By Dustin Rowles | Film | December 23, 2025
Over on Netflix this week, the South Korean disaster film The Great Flood has briefly claimed the top spot from Rian Johnson’s brilliant third Knives Out installment, Wake Up Dead Man. Co-written and directed by Kim Byung-woo (The Terror Live), The Great Flood initially presents itself as a fairly standard disaster movie. And for a while, that’s exactly what it is. Until it isn’t.
In the opening moments, scientist Gu An-na (Kim Da-mi) is trapped in a high-rise apartment with her young son, Ja-in (Kwon Eun-sung). It seems like a normal morning, save for the torrential rain, until a massive tsunami slams into their building. They soon learn from Son Hee-jo (Park Hae-soo) - a mysterious man sent to rescue them - that an asteroid has struck Antarctica, melting the ice sheets and setting humanity on an irreversible course toward total submersion. A helicopter awaits. Time is running out.
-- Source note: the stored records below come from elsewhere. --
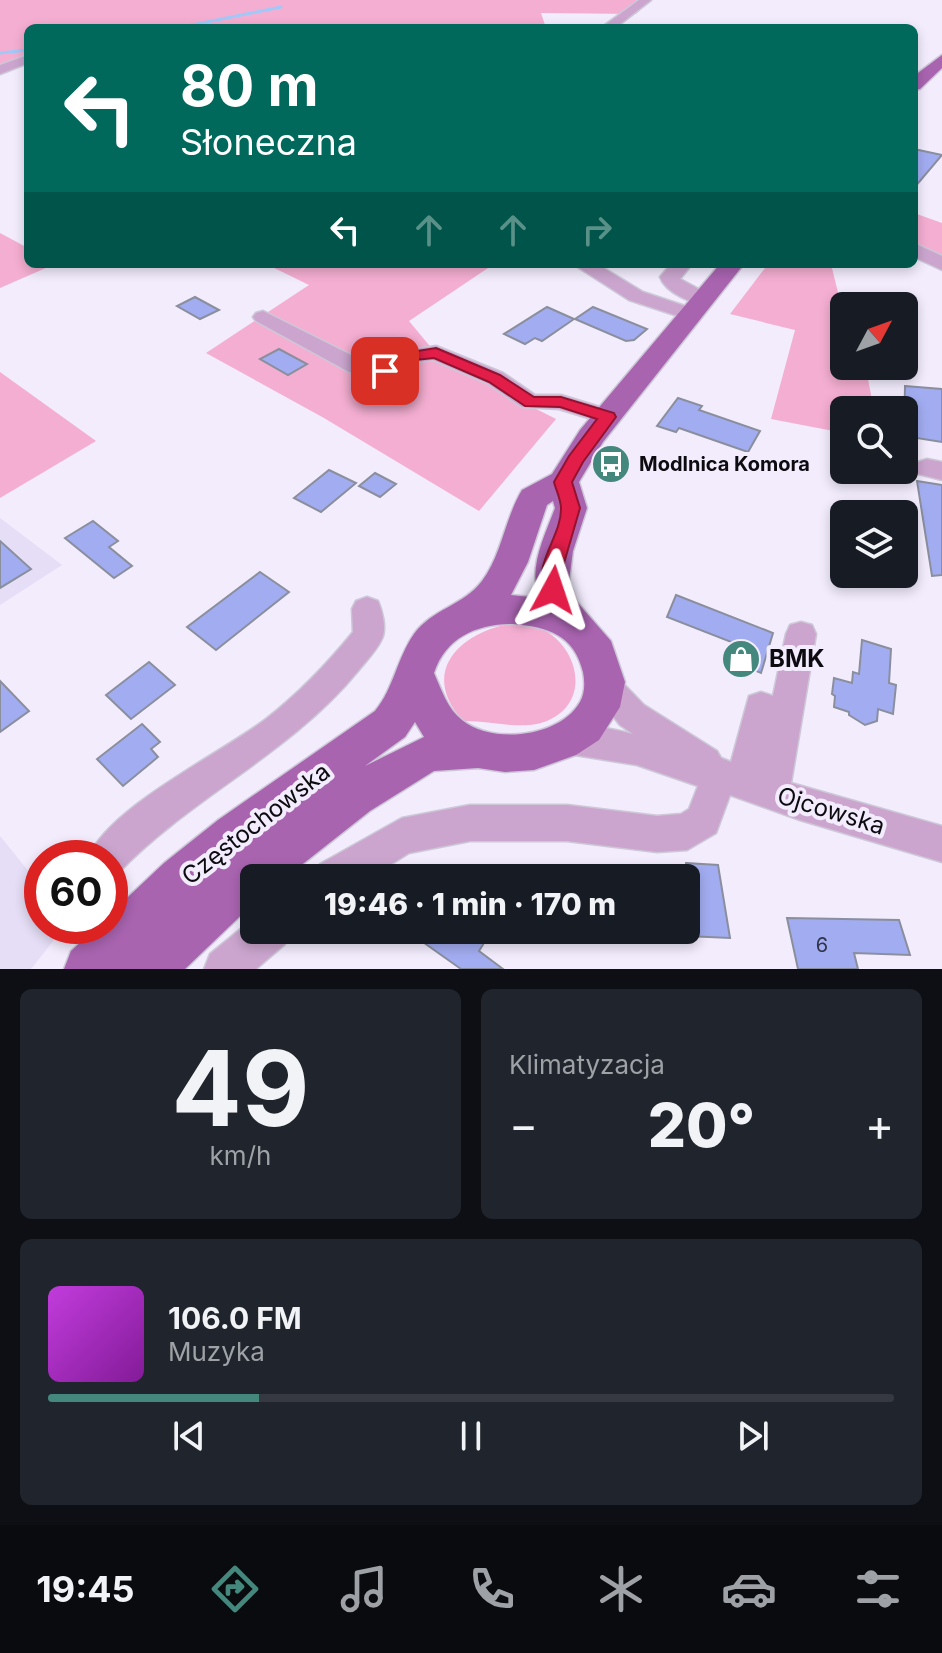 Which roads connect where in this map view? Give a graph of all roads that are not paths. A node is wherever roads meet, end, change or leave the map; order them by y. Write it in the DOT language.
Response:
graph roads {
  1 [pos="646,0"];
  2 [pos="613,24"];
  3 [pos="942,60"];
  4 [pos="24,61"];
  5 [pos="0,70"];
  6 [pos="918,81"];
  7 [pos="918,251"];
  8 [pos="942,264"];
  9 [pos="590,268"];
  10 [pos="678,268"];
  11 [pos="729,268"];
  12 [pos="696,306"];
  13 [pos="263,317"];
  14 [pos="608,417"];
  15 [pos="563,482"];
  16 [pos="367,609"];
  17 [pos="470,615"];
  18 [pos="584,632"];
  19 [pos="801,634"];
  20 [pos="416,676"];
  21 [pos="605,686"];
  22 [pos="761,706"];
  23 [pos="568,741"];
  24 [pos="479,749"];
  25 [pos="745,784"];
  26 [pos="123,840"];
  27 [pos="942,844"];
  28 [pos="357,864"];
  29 [pos="254,944"];
  30 [pos="89,969"];
  31 [pos="148,969"];
  32 [pos="225,969"];
  1 -- 2 [label="street"];
  3 -- 6 [label="main road"];
  4 -- 5 [label="street"];
  7 -- 8 [label="street"];
  9 -- 12 [label="street"];
  10 -- 12 [label="street"];
  11 -- 12 [label="main road"];
  12 -- 14 [label="main road"];
  13 -- 14 [label="street"];
  14 -- 15 [label="main road"];
  15 -- 17 [label="main road"];
  15 -- 18 [label="main road"];
  16 -- 26 [label="street"];
  17 -- 18 [label="main road"];
  17 -- 20 [label="main road"];
  18 -- 21 [label="main road"];
  19 -- 25 [label="street"];
  20 -- 24 [label="main road"];
  20 -- 30 [label="main road, Częstochowska"];
  21 -- 23 [label="main road"];
  21 -- 25 [label="street, Ojcowska"];
  22 -- 25 [label="street"];
  23 -- 24 [label="main road"];
  23 -- 25 [label="street, Ojcowska"];
  24 -- 31 [label="main road, Częstochowska"];
  25 -- 27 [label="street, Ojcowska"];
  25 -- 28 [label="street"];
  29 -- 32 [label="street"];
}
The film’s first half follows An-na, Ja-in, and Hee-jo as they attempt to navigate the collapsing high-rise, contending with blocked stairwells, gas explosions, and other residents trapped in their own escalating emergencies. Along the way, we’re filled in on An-na’s backstory: her husband died in a submerged car accident; she works on an AI Emotion Engine; and she is the last living scientist capable of continuing the project, which aims to replicate humanity through artificial beings capable of human emotions. An-na, naturally, is responsible for the emotions.
This is where the twist arrives, and once it does, the rest of the movie snaps into focus. Suffice it to say, it owes more to Edge of Tomorrow than The Day After Tomorrow. The idea is mildly intriguing, but also faintly irritating, largely because everything that follows feels foreordained to anyone even moderately familiar with the genre.
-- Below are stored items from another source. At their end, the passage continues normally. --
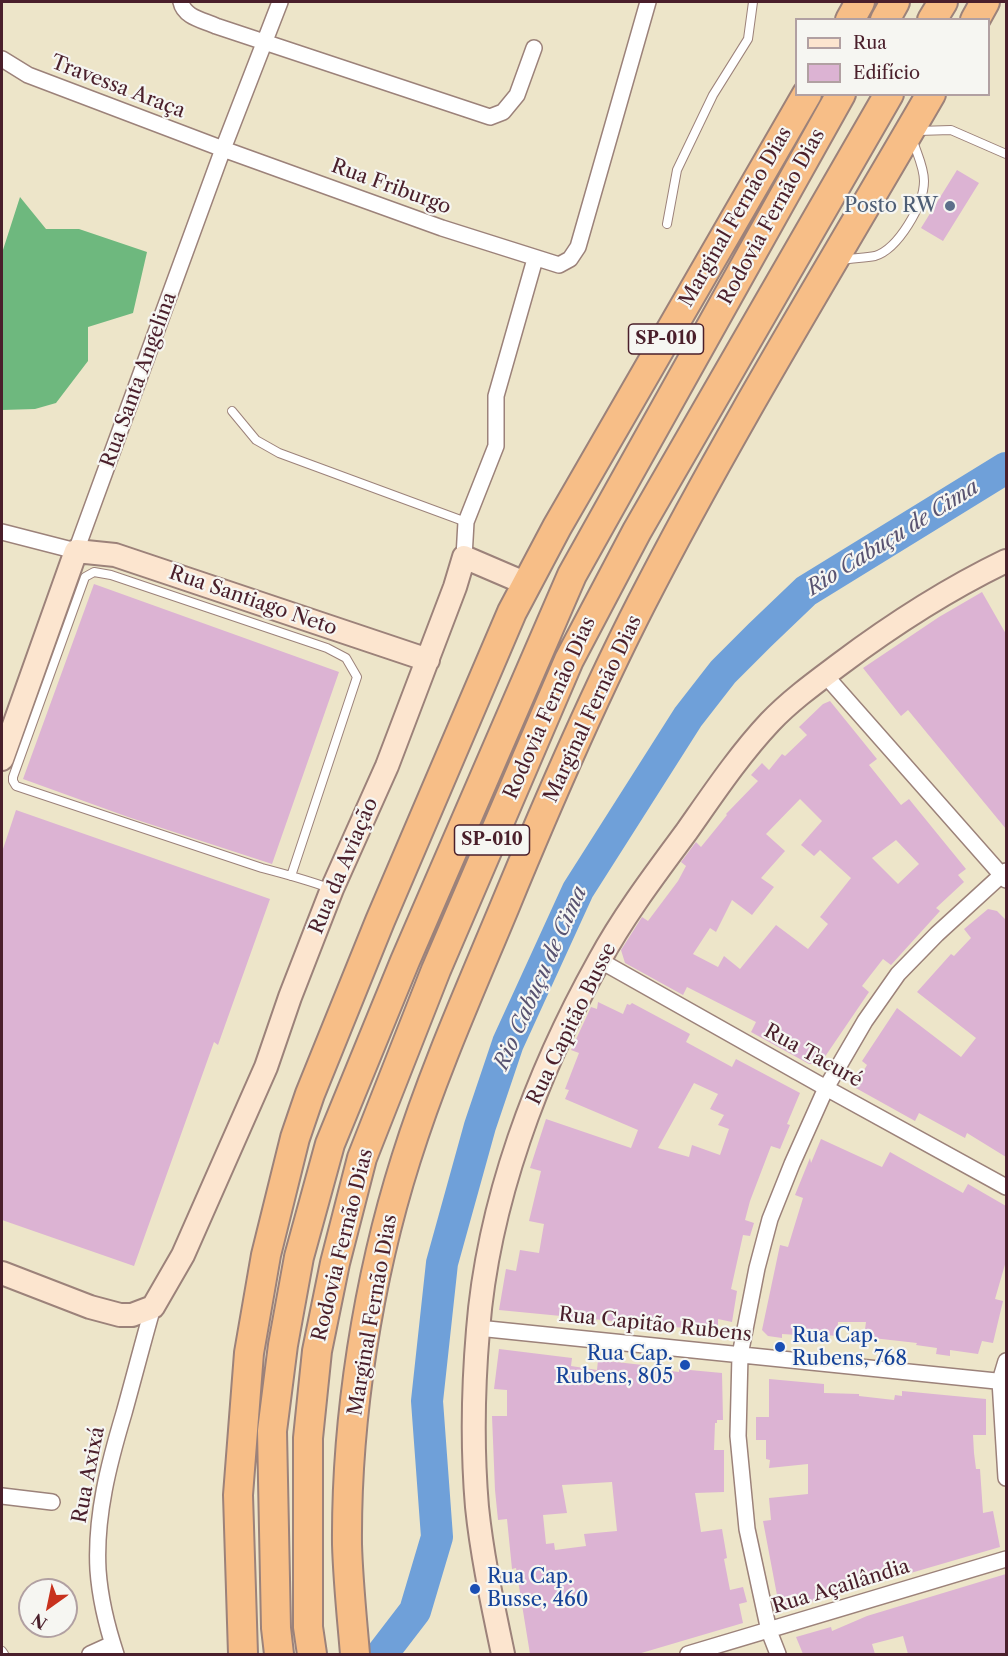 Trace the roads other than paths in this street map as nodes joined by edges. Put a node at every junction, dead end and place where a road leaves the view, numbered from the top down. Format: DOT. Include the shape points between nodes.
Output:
graph roads {
  1 [pos="181,2"];
  2 [pos="280,2"];
  3 [pos="648,2"];
  4 [pos="753,2"];
  5 [pos="860,2"];
  6 [pos="895,2"];
  7 [pos="943,2"];
  8 [pos="985,2"];
  9 [pos="851,18"];
  10 [pos="886,18"];
  11 [pos="933,18"];
  12 [pos="976,18"];
  13 [pos="265,41"];
  14 [pos="534,48"];
  15 [pos="2,58"];
  16 [pos="806,96"];
  17 [pos="840,96"];
  18 [pos="889,96"];
  19 [pos="930,96"];
  20 [pos="910,131"];
  21 [pos="223,149"];
  22 [pos="1006,154"];
  23 [pos="667,224"];
  24 [pos="540,260"];
  25 [pos="835,261"];
  26 [pos="232,411"];
  27 [pos="465,522"];
  28 [pos="2,532"];
  29 [pos="76,551"];
  30 [pos="464,557"];
  31 [pos="1006,561"];
  32 [pos="527,584"];
  33 [pos="428,660"];
  34 [pos="825,675"];
  35 [pos="2,759"];
  36 [pos="1005,875"];
  37 [pos="291,876"];
  38 [pos="332,889"];
  39 [pos="599,960"];
  40 [pos="826,1088"];
  41 [pos="1006,1187"];
  42 [pos="2,1273"];
  43 [pos="153,1307"];
  44 [pos="478,1328"];
  45 [pos="740,1355"];
  46 [pos="1006,1361"];
  47 [pos="1003,1382"];
  48 [pos="1006,1478"];
  49 [pos="2,1496"];
  50 [pos="52,1502"];
  51 [pos="1006,1559"];
  52 [pos="769,1631"];
  53 [pos="114,1649"];
  54 [pos="90,1654"];
  55 [pos="243,1654"];
  56 [pos="279,1654"];
  57 [pos="312,1654"];
  58 [pos="355,1654"];
  59 [pos="503,1654"];
  60 [pos="688,1654"];
  61 [pos="778,1654"];
  1 -- 13 [label="street" via="187,13"];
  2 -- 13 [label="street, Rua Santa Angelina"];
  3 -- 24 [label="street" via="578,247 570,260 559,265"];
  4 -- 23 [label="lane" via="748,39 713,95 676,170"];
  5 -- 9 [label="highway"];
  6 -- 10 [label="highway"];
  7 -- 11 [label="highway"];
  8 -- 12 [label="highway"];
  13 -- 14 [label="street" via="490,117 503,112 517,95"];
  13 -- 21 [label="street, Rua Santa Angelina"];
  15 -- 21 [label="street, Travessa Araça" via="28,75"];
  16 -- 32 [label="highway, Marginal Fernão Dias / SP-010"];
  17 -- 56 [label="highway, Rodovia Fernão Dias / SP-010" via="572,575 330,1144 299,1257 272,1431"];
  18 -- 57 [label="highway, Rodovia Fernão Dias / SP-010" via="637,531 569,660 436,970 362,1158 317,1351 309,1427 308,1627"];
  19 -- 20 [label="highway, Marginal Fernão Dias / SP-010"];
  20 -- 22 [label="lane" via="951,130"];
  20 -- 25 [label="highway, Marginal Fernão Dias / SP-010"];
  20 -- 25 [label="lane" via="924,182 910,221 897,240 881,253"];
  21 -- 24 [label="street, Rua Friburgo"];
  21 -- 29 [label="street, Rua Santa Angelina"];
  24 -- 27 [label="street, Rua da Aviação" via="496,396 496,446"];
  25 -- 58 [label="highway, Marginal Fernão Dias / SP-010" via="676,538 618,651 529,849 416,1128 380,1255 350,1451 347,1547"];
  26 -- 27 [label="lane" via="256,440 279,453"];
  27 -- 30 [label="street, Rua da Aviação"];
  28 -- 29 [label="street"];
  29 -- 33 [label="street, Rua Santiago Neto" via="116,555"];
  29 -- 35 [label="street, Rua Santa Angelina"];
  30 -- 32 [label="street"];
  30 -- 33 [label="street, Rua da Aviação"];
  31 -- 34 [label="street, Rua Capitão Busse" via="878,635"];
  32 -- 55 [label="highway, Marginal Fernão Dias / SP-010" via="380,921 309,1094 295,1138 266,1255 249,1353 238,1495"];
  33 -- 38 [label="street, Rua da Aviação" via="387,766"];
  34 -- 36 [label="street"];
  34 -- 39 [label="street, Rua Capitão Busse" via="770,722 750,746 645,888"];
  36 -- 40 [label="street" via="937,934 898,975 865,1021"];
  37 -- 37 [label="lane" via="357,676 346,658 327,648 111,575 94,572 85,576 13,781 16,786"];
  37 -- 38 [label="lane"];
  38 -- 43 [label="street, Rua da Aviação" via="266,1067 183,1255"];
  39 -- 40 [label="street, Rua Tacuré"];
  39 -- 44 [label="street, Rua Capitão Busse" via="536,1091 519,1138 488,1256"];
  40 -- 41 [label="street, Rua Tacuré"];
  40 -- 45 [label="street" via="770,1219"];
  42 -- 43 [label="street" via="120,1315"];
  43 -- 53 [label="street, Rua Axixá" via="110,1461 98,1541 102,1599"];
  44 -- 45 [label="street, Rua Capitão Rubens"];
  44 -- 59 [label="street, Rua Capitão Busse" via="474,1424 477,1507"];
  45 -- 47 [label="street, Rua Capitão Rubens"];
  45 -- 52 [label="street" via="738,1436 744,1507"];
  46 -- 47 [label="street"];
  47 -- 48 [label="street"];
  49 -- 50 [label="street"];
  51 -- 52 [label="street, Rua Açailândia"];
  52 -- 60 [label="street, Rua Açailândia"];
  52 -- 61 [label="street"];
  53 -- 54 [label="street"];
}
That said, it’s not a bad movie. It’s just not a particularly good one, either. It’s a Netflix movie—emphatically not one of the exceptions (like Wake Up Dead Man or Train Dreams). It’s a film about artificial intelligence that often feels as though it were engineered by artificial intelligence, calibrated to satisfy a Netflix algorithm chasing a Netflix demographic identified by artificial intelligence. As a holiday time-waster, it’s perfectly serviceable. Just keep your expectations firmly in check.